======== DATA SUPPLIED ========

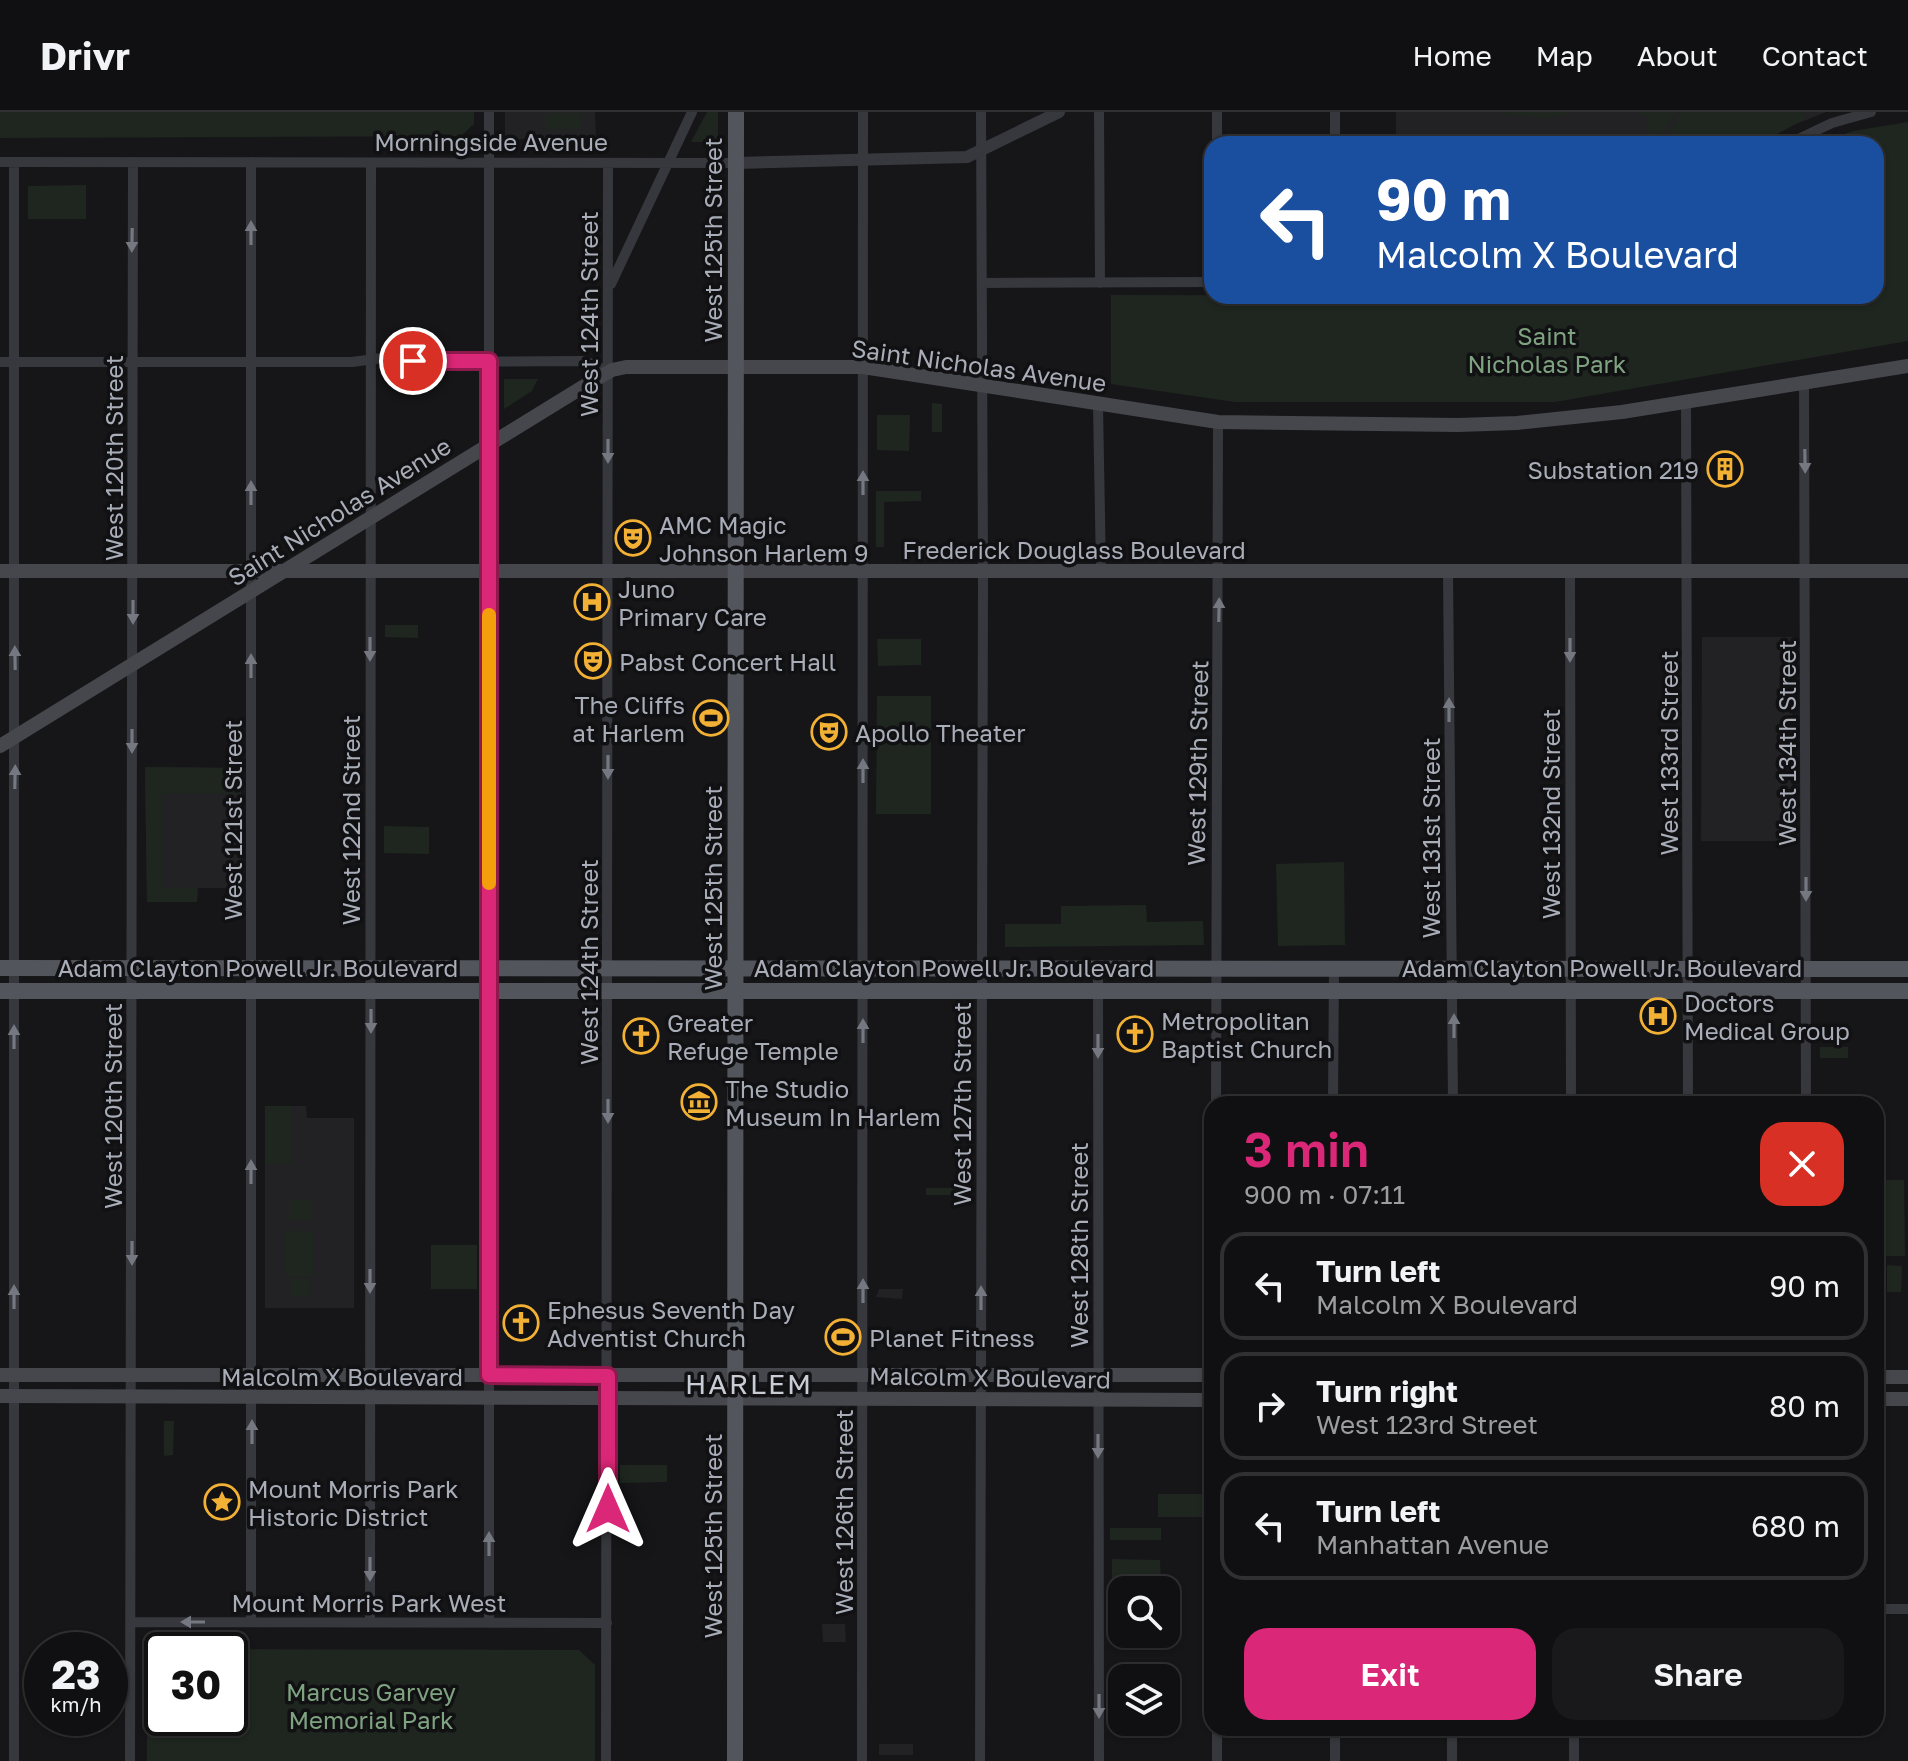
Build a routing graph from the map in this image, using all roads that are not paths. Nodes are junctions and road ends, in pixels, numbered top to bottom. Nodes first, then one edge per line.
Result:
1 (489, 112) edge
2 (692, 112) edge
3 (736, 112) edge
4 (863, 112) edge
5 (981, 112) edge
6 (1059, 112) edge
7 (1099, 112) edge
8 (1217, 112) edge
9 (1335, 112) edge
10 (1871, 112) edge
11 (1217, 136) edge
12 (1335, 136) edge
13 (1805, 136) edge
14 (981, 152) junction
15 (863, 159) junction
16 (0, 162) edge
17 (14, 162) junction
18 (133, 162) junction
19 (251, 162) junction
20 (489, 162) junction
21 (371, 163) junction
22 (608, 163) junction
23 (668, 163) junction
24 (736, 163) junction
25 (1204, 282) edge
26 (982, 283) junction
27 (1100, 283) junction
28 (609, 289) junction
29 (370, 360) junction
30 (251, 361) junction
31 (489, 361) junction
32 (0, 362) edge
33 (14, 362) junction
34 (134, 362) junction
35 (1908, 366) edge
36 (735, 367) junction
37 (863, 367) junction
38 (608, 373) junction
39 (1804, 383) junction
40 (982, 387) junction
41 (1686, 402) junction
42 (1098, 405) junction
43 (1218, 422) junction
44 (489, 444) junction
45 (371, 517) junction
46 (608, 569) junction
47 (488, 570) junction
48 (736, 570) junction
49 (7, 571) edge
50 (133, 571) junction
51 (251, 571) junction
52 (283, 571) junction
53 (370, 571) junction
54 (863, 571) junction
55 (983, 571) junction
56 (1101, 571) junction
57 (1219, 571) junction
58 (1448, 571) junction
59 (1908, 571) edge
60 (1570, 572) junction
61 (1688, 572) junction
62 (1806, 572) junction
63 (251, 590) junction
64 (132, 663) junction
65 (16, 736) junction
66 (0, 746) edge
67 (863, 966) junction
68 (7, 968) edge
69 (132, 968) junction
70 (252, 968) junction
71 (371, 968) junction
72 (608, 968) junction
73 (736, 968) junction
74 (981, 968) junction
75 (1098, 968) junction
76 (1216, 968) junction
77 (1334, 968) junction
78 (1451, 968) junction
79 (1688, 968) junction
80 (489, 969) junction
81 (1571, 969) junction
82 (1807, 969) junction
83 (1908, 969) edge
84 (863, 989) junction
85 (132, 991) junction
86 (252, 991) junction
87 (371, 991) junction
88 (489, 991) junction
89 (608, 991) junction
90 (736, 991) junction
91 (981, 991) junction
92 (1098, 991) junction
93 (1216, 991) junction
94 (1334, 991) junction
95 (1453, 991) junction
96 (1571, 991) junction
97 (1688, 991) junction
98 (1806, 991) junction
99 (1908, 991) edge
100 (7, 992) edge
101 (1216, 1096) edge
102 (1333, 1096) edge
103 (1453, 1096) edge
104 (1571, 1096) edge
105 (1688, 1096) edge
106 (1806, 1096) edge
107 (7, 1375) edge
108 (133, 1375) junction
109 (251, 1375) junction
110 (489, 1375) junction
111 (736, 1375) junction
112 (1204, 1375) edge
113 (370, 1376) junction
114 (608, 1376) junction
115 (862, 1376) junction
116 (981, 1376) junction
117 (1098, 1376) junction
118 (1884, 1377) edge
119 (1908, 1377) edge
120 (7, 1396) edge
121 (863, 1397) junction
122 (133, 1398) junction
123 (251, 1398) junction
124 (370, 1398) junction
125 (489, 1398) junction
126 (608, 1398) junction
127 (736, 1398) junction
128 (981, 1398) junction
129 (1884, 1399) edge
130 (1908, 1399) edge
131 (1098, 1400) junction
132 (1204, 1400) edge
133 (1884, 1609) edge
134 (1908, 1609) edge
135 (131, 1622) junction
136 (251, 1622) junction
137 (370, 1622) junction
138 (489, 1622) junction
139 (607, 1623) junction
140 (1217, 1736) edge
141 (1335, 1736) edge
142 (1452, 1736) edge
143 (1574, 1736) edge
144 (14, 1761) edge
145 (130, 1761) edge
146 (606, 1761) edge
147 (735, 1761) edge
148 (862, 1761) edge
149 (980, 1761) edge
150 (1099, 1761) edge
151 (1217, 1761) edge
152 (1335, 1761) edge
153 (1452, 1761) edge
154 (1574, 1761) edge

1 - 20 street
2 - 23 street, West 125th Street
3 - 24 main road, West 125th Street
4 - 15 street, West 126th Street
5 - 14 street, West 127th Street
6 - 14 street, Morningside Avenue
7 - 27 street
8 - 11 street
9 - 12 street
10 - 13 street
14 - 15 street, Morningside Avenue
14 - 26 street, West 127th Street
15 - 24 street, Morningside Avenue
15 - 37 street, West 126th Street
16 - 17 street, Morningside Avenue
17 - 18 street, Morningside Avenue
17 - 33 street
18 - 19 street, Morningside Avenue
18 -> 34 street, West 120th Street
19 - 21 street, Morningside Avenue
30 -> 19 street, West 121st Street
20 - 21 street, Morningside Avenue
20 - 22 street, Morningside Avenue
20 - 31 street
21 - 29 street, West 122nd Street
22 - 23 street, Morningside Avenue
22 - 28 street, West 124th Street
23 - 24 street, Morningside Avenue
23 - 28 street, West 125th Street
24 - 36 main road, West 125th Street
25 - 27 street
26 - 27 street
26 - 40 street, West 127th Street
28 - 38 street, West 124th Street
29 - 30 street
29 - 31 street
29 - 45 street, West 122nd Street
30 - 34 street
51 -> 30 street, West 121st Street
31 - 38 street
31 - 44 street
32 - 33 street
33 - 34 street
33 - 49 street
34 - 50 street, West 120th Street
35 - 39 main road, Saint Nicholas Avenue
36 - 37 main road, Saint Nicholas Avenue
36 - 38 main road, Saint Nicholas Avenue
36 - 48 main road, West 125th Street
37 - 40 main road, Saint Nicholas Avenue
54 -> 37 street, West 126th Street
38 - 44 main road, Saint Nicholas Avenue
38 -> 46 street, West 124th Street
39 - 41 main road, Saint Nicholas Avenue
39 -> 62 street, West 134th Street
40 - 42 main road, Saint Nicholas Avenue
40 - 55 street, West 127th Street
41 - 43 main road, Saint Nicholas Avenue
41 - 61 street, West 133rd Street
42 - 43 main road, Saint Nicholas Avenue
42 - 56 street
43 - 57 street, West 129th Street
44 - 45 main road, Saint Nicholas Avenue
44 - 47 street
45 - 52 main road, Saint Nicholas Avenue
45 - 53 street, West 122nd Street
46 - 47 main road, Frederick Douglass Boulevard
46 - 48 main road, Frederick Douglass Boulevard
46 -> 72 street, West 124th Street
47 - 53 main road, Frederick Douglass Boulevard
47 - 80 street
48 - 54 main road, Frederick Douglass Boulevard
48 - 73 main road, West 125th Street
49 - 50 main road, Frederick Douglass Boulevard
65 -> 49 street
50 - 51 main road, Frederick Douglass Boulevard
50 -> 64 street, West 120th Street
51 - 52 main road, Frederick Douglass Boulevard
51 - 63 street, West 121st Street
52 - 53 main road, Frederick Douglass Boulevard
52 - 63 main road, Saint Nicholas Avenue
53 -> 71 street, West 122nd Street
54 - 55 main road, Frederick Douglass Boulevard
67 -> 54 street, West 126th Street
55 - 56 main road, Frederick Douglass Boulevard
55 - 74 street, West 127th Street
56 - 57 main road, Frederick Douglass Boulevard
57 - 58 main road, Frederick Douglass Boulevard
76 -> 57 street, West 129th Street
58 - 60 main road, Frederick Douglass Boulevard
78 -> 58 street, West 131st Street
59 - 62 main road, Frederick Douglass Boulevard
60 - 61 main road, Frederick Douglass Boulevard
60 -> 81 street, West 132nd Street
61 - 62 main road, Frederick Douglass Boulevard
61 - 79 street, West 133rd Street
62 -> 82 street, West 134th Street
63 - 64 main road, Saint Nicholas Avenue
70 -> 63 street, West 121st Street
64 - 65 main road, Saint Nicholas Avenue
64 -> 69 street, West 120th Street
65 - 66 main road, Saint Nicholas Avenue
68 -> 65 street
67 - 73 main road, Adam Clayton Powell Jr. Boulevard
67 - 74 main road, Adam Clayton Powell Jr. Boulevard
67 - 84 street, West 126th Street
68 - 69 main road, Adam Clayton Powell Jr. Boulevard
68 - 100 street
69 - 70 main road, Adam Clayton Powell Jr. Boulevard
69 - 85 street, West 120th Street
70 - 71 main road, Adam Clayton Powell Jr. Boulevard
70 - 86 street, West 121st Street
71 - 80 main road, Adam Clayton Powell Jr. Boulevard
71 - 87 street, West 122nd Street
72 - 73 main road, Adam Clayton Powell Jr. Boulevard
72 - 80 main road, Adam Clayton Powell Jr. Boulevard
72 - 89 street, West 124th Street
73 - 90 main road, West 125th Street
74 - 75 main road, Adam Clayton Powell Jr. Boulevard
74 - 91 street, West 127th Street
75 - 76 main road, Adam Clayton Powell Jr. Boulevard
75 - 92 street, West 128th Street
76 - 77 main road, Adam Clayton Powell Jr. Boulevard
76 - 93 street, West 129th Street
77 - 78 main road, Adam Clayton Powell Jr. Boulevard
77 - 94 street
78 - 81 main road, Adam Clayton Powell Jr. Boulevard
78 - 95 street, West 131st Street
79 - 81 main road, Adam Clayton Powell Jr. Boulevard
79 - 82 main road, Adam Clayton Powell Jr. Boulevard
79 - 97 street, West 133rd Street
80 - 88 street
81 - 96 street, West 132nd Street
82 - 83 main road, Adam Clayton Powell Jr. Boulevard
82 - 98 street, West 134th Street
84 - 90 main road, Adam Clayton Powell Jr. Boulevard
84 - 91 main road, Adam Clayton Powell Jr. Boulevard
115 -> 84 street, West 126th Street
85 - 86 main road, Adam Clayton Powell Jr. Boulevard
85 - 100 main road, Adam Clayton Powell Jr. Boulevard
85 -> 108 street, West 120th Street
86 - 87 main road, Adam Clayton Powell Jr. Boulevard
109 -> 86 street, West 121st Street
87 - 88 main road, Adam Clayton Powell Jr. Boulevard
87 -> 113 street, West 122nd Street
88 - 89 main road, Adam Clayton Powell Jr. Boulevard
88 - 110 street
89 - 90 main road, Adam Clayton Powell Jr. Boulevard
89 -> 114 street, West 124th Street
90 - 111 main road, West 125th Street
91 - 92 main road, Adam Clayton Powell Jr. Boulevard
116 -> 91 street, West 127th Street
92 - 93 main road, Adam Clayton Powell Jr. Boulevard
92 -> 117 street, West 128th Street
93 - 94 main road, Adam Clayton Powell Jr. Boulevard
93 - 101 street, West 129th Street
94 - 95 main road, Adam Clayton Powell Jr. Boulevard
94 - 102 street
95 - 96 main road, Adam Clayton Powell Jr. Boulevard
103 -> 95 street, West 131st Street
96 - 97 main road, Adam Clayton Powell Jr. Boulevard
96 - 104 street, West 132nd Street
97 - 98 main road, Adam Clayton Powell Jr. Boulevard
97 - 105 street, West 133rd Street
98 - 99 main road, Adam Clayton Powell Jr. Boulevard
98 - 106 street, West 134th Street
107 -> 100 street
107 - 108 main road, Malcolm X Boulevard
107 - 120 street
108 - 109 main road, Malcolm X Boulevard
108 - 122 street, West 120th Street
109 - 113 main road, Malcolm X Boulevard
109 - 123 street, West 121st Street
110 - 113 main road, Malcolm X Boulevard
110 - 114 main road, Malcolm X Boulevard
110 - 125 street
111 - 114 main road, Malcolm X Boulevard
111 - 115 main road, Malcolm X Boulevard
111 - 127 main road, West 125th Street
112 - 117 main road, Malcolm X Boulevard
113 - 124 street, West 122nd Street
114 - 126 street, West 124th Street
115 - 116 main road, Malcolm X Boulevard
115 - 121 street, West 126th Street
116 - 117 main road, Malcolm X Boulevard
116 - 128 street, West 127th Street
117 - 131 street, West 128th Street
118 - 119 main road
120 - 122 main road, Malcolm X Boulevard
120 - 144 street
121 - 127 main road, Malcolm X Boulevard
121 - 128 main road, Malcolm X Boulevard
121 - 148 street, West 126th Street
122 - 123 main road, Malcolm X Boulevard
122 - 135 street, West 120th Street
123 - 124 main road, Malcolm X Boulevard
136 -> 123 street, West 121st Street
124 - 125 main road, Malcolm X Boulevard
124 -> 137 street, West 122nd Street
125 - 126 main road, Malcolm X Boulevard
138 -> 125 street
126 - 127 main road, Malcolm X Boulevard
126 - 139 street, West 124th Street
127 - 147 main road, West 125th Street
128 - 131 main road, Malcolm X Boulevard
128 - 149 street, West 127th Street
129 - 130 main road
131 - 132 main road, Malcolm X Boulevard
131 -> 150 street, West 128th Street
133 - 134 street
136 -> 135 street, Mount Morris Park West
135 - 145 street, West 120th Street
136 - 137 street, Mount Morris Park West
137 - 138 street, Mount Morris Park West
138 - 139 street, Mount Morris Park West
139 - 146 street, West 124th Street
140 - 151 street
141 - 152 street
142 - 153 street
143 - 154 street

========

Bring together all lines in the records where the word "Park" is found.

→ **RESULT OF THIS TASK**
136 -> 135 street, Mount Morris Park West
136 - 137 street, Mount Morris Park West
137 - 138 street, Mount Morris Park West
138 - 139 street, Mount Morris Park West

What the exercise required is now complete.